Alors que des millions de travailleurs se sont retrouvés au chômage et que les personnes vivant d’économie informelle ont sérieusement été atteintes par les interdictions de déplacement, que 150 millions de personnes dans le monde sont passées sous le seuil de l’extrême pauvreté à cause de la gestion de l’épidémie, les grands gagnants de la crise sanitaire sont sans surprise les ultra-riches, avec à leur tête les grand patrons du numérique (Tesla et SpaceX, Amazon, Facebook, Alibaba, Microsoft). Elon Musk, par exemple, a quadruplé sa fortune, atteignant les 103 milliards de dollars [10].
Au Chili, au Liban, en Algérie, à Honk Hong, en France, confiner les population a permis aux autorités de sérieusement mettre à mal les manifestations massives qui entravaient leurs manœuvres
et pourrissaient leur crédit électoral depuis bien trop longtemps à leur goût.

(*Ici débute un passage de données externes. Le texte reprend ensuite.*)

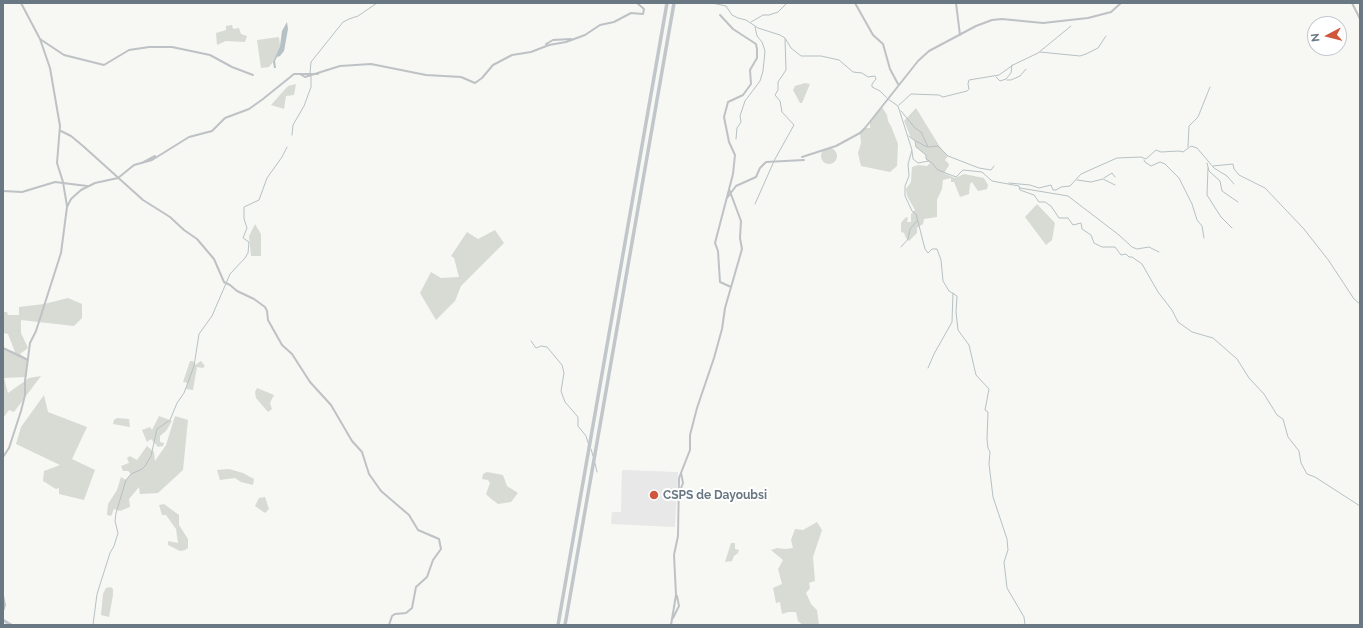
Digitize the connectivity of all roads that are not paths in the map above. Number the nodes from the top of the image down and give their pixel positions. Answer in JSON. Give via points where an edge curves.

Par ailleurs, l’augmentation de la mise au chômage forcée renfloue doucement mais sûrement l’armée de réserve du capital, dont l’ image serait une longue file d’attente de personnes sans emploi toquant aux portes aux entreprises, ce qui leur permet de virer qui moufte un peu trop et de modifier les conditions de travail à leur avantage.
Travaille, consomme et ferme ta gueule !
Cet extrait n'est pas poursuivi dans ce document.